== Records to use ==
□ □ □ □ □

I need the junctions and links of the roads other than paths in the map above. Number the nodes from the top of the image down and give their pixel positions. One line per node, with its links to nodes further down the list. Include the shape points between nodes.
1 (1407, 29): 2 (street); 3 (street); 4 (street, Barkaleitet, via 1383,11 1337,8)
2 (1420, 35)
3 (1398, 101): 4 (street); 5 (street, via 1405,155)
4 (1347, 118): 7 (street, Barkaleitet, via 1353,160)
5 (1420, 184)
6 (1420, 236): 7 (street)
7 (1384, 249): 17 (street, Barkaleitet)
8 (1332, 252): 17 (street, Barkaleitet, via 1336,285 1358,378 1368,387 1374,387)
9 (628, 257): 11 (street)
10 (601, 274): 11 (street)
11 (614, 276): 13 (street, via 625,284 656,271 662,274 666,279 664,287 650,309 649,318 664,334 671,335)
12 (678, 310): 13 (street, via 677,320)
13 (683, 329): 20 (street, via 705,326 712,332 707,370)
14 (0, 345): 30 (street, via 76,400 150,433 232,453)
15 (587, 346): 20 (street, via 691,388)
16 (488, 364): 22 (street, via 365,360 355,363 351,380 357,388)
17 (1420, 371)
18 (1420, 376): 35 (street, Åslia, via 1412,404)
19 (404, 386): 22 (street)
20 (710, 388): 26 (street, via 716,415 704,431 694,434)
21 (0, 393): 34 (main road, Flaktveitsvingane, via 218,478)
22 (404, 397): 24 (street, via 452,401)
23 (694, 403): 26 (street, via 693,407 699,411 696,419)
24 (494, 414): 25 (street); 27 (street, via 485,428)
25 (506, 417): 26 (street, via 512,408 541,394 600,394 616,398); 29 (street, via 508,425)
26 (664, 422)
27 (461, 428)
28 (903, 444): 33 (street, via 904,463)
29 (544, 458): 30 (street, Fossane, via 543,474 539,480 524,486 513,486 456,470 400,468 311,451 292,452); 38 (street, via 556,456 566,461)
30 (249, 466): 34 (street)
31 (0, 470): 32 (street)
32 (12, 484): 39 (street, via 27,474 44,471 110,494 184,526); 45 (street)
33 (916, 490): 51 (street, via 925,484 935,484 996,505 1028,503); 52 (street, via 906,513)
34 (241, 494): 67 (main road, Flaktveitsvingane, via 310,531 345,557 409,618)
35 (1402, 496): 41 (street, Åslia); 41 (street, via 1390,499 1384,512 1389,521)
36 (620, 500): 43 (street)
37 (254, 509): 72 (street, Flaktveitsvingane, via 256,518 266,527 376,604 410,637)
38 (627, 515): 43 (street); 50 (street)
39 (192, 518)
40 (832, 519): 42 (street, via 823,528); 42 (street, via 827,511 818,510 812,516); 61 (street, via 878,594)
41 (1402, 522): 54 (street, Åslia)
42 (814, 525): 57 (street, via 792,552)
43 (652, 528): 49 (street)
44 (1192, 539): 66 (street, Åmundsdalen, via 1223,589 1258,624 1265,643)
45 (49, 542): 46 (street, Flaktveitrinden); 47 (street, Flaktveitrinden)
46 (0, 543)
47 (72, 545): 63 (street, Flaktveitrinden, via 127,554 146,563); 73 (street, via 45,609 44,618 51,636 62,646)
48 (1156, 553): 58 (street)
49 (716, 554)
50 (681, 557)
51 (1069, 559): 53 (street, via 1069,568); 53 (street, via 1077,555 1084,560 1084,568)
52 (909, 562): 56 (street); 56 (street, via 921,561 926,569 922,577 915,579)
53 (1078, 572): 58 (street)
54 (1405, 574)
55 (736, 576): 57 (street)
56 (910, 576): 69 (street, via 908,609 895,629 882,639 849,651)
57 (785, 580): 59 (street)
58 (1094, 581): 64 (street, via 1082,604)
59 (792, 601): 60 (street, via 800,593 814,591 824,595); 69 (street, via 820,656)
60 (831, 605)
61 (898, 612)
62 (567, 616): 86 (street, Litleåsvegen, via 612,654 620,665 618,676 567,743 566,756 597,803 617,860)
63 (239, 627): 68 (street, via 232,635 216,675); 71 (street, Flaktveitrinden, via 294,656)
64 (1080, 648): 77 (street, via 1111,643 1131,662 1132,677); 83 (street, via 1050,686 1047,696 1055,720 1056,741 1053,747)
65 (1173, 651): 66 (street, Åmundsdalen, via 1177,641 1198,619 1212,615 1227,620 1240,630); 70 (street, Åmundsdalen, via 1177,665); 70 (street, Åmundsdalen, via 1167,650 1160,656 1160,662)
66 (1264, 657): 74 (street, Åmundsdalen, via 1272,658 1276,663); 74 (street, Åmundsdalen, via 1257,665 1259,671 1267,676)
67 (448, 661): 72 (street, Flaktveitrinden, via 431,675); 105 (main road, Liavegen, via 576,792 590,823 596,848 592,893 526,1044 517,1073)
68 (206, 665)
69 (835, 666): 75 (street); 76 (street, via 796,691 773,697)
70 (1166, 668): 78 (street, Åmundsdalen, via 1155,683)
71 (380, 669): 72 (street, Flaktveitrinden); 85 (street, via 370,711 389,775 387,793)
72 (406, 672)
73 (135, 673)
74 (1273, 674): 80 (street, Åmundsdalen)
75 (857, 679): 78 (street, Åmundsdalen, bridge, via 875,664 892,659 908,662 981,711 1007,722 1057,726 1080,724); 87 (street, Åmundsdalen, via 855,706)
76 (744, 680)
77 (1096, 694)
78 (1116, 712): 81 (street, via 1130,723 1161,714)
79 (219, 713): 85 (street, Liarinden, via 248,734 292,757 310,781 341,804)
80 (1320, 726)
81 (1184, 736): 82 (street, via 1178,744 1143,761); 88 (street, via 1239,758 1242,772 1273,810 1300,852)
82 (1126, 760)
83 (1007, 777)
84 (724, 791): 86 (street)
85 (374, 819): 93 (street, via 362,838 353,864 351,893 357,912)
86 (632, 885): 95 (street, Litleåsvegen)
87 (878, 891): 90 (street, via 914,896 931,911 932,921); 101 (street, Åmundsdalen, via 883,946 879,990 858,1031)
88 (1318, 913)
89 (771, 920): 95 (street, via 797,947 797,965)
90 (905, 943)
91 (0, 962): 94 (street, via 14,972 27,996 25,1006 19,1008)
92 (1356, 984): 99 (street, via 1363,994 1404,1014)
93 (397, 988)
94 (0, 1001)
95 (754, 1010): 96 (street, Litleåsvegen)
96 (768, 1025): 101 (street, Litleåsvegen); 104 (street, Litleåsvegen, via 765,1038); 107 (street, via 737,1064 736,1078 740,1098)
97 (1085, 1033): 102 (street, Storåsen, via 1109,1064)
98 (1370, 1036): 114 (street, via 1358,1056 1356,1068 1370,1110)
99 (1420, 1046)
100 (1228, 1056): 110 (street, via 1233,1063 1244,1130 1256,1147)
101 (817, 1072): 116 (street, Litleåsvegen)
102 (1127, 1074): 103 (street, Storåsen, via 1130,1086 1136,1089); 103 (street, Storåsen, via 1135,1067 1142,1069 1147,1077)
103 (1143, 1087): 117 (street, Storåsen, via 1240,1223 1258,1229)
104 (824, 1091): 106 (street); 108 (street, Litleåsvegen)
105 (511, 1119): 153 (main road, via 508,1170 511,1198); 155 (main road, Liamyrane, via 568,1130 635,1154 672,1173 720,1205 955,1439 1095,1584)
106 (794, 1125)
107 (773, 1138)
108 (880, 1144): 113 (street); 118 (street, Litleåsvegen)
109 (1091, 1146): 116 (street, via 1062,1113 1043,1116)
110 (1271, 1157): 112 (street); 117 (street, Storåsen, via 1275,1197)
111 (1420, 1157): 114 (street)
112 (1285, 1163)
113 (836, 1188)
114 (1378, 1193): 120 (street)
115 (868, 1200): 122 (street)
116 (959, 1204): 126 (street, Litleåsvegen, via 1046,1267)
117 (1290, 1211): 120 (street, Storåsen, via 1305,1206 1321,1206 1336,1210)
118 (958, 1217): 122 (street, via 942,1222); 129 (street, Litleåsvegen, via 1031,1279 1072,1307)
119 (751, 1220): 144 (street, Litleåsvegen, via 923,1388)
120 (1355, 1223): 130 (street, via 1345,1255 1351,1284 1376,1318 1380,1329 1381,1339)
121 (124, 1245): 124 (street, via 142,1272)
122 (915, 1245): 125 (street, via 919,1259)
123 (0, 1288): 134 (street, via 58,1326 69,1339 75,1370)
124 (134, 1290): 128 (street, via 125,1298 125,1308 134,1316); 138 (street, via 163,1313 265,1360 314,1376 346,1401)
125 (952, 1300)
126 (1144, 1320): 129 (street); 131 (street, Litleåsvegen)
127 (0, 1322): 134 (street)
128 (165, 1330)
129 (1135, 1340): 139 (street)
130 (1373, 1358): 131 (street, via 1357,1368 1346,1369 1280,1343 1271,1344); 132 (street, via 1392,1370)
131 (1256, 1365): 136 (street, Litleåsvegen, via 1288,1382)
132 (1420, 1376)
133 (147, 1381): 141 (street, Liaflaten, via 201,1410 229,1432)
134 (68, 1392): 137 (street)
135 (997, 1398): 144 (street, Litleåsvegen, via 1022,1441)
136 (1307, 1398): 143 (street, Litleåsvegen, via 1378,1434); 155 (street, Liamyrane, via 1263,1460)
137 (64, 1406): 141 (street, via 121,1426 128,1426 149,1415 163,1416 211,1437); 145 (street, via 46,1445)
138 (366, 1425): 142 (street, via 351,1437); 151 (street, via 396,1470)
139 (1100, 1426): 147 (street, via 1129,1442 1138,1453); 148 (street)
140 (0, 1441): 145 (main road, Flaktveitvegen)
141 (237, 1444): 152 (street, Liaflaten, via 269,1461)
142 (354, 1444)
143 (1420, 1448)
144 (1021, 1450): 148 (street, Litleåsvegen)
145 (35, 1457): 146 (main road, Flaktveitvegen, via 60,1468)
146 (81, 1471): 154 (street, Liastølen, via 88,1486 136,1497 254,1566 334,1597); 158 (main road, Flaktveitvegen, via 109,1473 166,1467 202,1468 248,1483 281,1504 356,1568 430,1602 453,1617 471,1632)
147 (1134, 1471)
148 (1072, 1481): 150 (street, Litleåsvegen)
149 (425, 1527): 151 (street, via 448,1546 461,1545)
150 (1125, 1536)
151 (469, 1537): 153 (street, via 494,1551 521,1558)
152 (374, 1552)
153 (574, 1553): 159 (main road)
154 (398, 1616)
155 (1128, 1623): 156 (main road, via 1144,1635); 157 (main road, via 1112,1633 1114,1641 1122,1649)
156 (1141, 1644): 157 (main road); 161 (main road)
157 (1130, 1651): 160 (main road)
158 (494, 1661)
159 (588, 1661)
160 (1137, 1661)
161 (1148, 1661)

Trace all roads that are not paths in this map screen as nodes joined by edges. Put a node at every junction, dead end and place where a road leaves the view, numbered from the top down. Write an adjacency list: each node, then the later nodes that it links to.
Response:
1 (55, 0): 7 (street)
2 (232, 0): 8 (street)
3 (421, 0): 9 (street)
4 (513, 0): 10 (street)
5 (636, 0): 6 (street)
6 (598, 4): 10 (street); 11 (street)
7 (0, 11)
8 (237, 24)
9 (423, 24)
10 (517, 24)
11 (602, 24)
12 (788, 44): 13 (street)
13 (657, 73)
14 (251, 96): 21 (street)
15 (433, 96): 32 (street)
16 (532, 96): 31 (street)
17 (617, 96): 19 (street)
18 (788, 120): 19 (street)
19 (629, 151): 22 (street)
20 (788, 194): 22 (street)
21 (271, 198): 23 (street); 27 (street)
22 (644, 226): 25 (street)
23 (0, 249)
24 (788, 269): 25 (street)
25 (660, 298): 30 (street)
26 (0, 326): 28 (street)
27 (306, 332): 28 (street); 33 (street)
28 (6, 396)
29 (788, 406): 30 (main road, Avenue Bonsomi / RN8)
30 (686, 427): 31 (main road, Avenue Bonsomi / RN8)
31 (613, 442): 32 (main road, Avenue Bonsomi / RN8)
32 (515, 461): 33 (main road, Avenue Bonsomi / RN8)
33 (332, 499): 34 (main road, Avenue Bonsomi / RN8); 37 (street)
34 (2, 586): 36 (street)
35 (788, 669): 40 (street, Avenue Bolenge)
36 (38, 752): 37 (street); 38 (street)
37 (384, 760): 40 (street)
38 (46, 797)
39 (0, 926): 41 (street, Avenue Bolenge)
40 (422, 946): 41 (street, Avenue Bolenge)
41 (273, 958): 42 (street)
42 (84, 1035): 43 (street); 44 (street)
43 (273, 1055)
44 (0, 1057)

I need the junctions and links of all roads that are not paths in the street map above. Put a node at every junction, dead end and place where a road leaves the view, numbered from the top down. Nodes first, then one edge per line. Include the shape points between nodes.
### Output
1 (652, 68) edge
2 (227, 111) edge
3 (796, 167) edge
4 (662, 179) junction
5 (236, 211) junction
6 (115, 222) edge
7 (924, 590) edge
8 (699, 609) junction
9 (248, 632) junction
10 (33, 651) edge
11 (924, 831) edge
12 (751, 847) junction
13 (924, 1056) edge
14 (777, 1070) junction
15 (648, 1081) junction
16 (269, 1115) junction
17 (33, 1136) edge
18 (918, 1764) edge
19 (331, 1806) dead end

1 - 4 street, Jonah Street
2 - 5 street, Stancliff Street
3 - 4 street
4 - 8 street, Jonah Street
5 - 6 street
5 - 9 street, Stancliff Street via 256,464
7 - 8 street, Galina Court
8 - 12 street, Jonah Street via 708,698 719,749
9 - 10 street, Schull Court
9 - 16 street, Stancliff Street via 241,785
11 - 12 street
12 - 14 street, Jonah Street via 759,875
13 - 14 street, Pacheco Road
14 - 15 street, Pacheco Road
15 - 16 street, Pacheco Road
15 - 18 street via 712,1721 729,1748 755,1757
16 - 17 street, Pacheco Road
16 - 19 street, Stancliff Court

□ □ □ □ □

== To do ==
Return every line of the listing above where "Barkaleitet" appears.

== Answer to the problem ==
1 (1407, 29): 2 (street); 3 (street); 4 (street, Barkaleitet, via 1383,11 1337,8)
4 (1347, 118): 7 (street, Barkaleitet, via 1353,160)
7 (1384, 249): 17 (street, Barkaleitet)
8 (1332, 252): 17 (street, Barkaleitet, via 1336,285 1358,378 1368,387 1374,387)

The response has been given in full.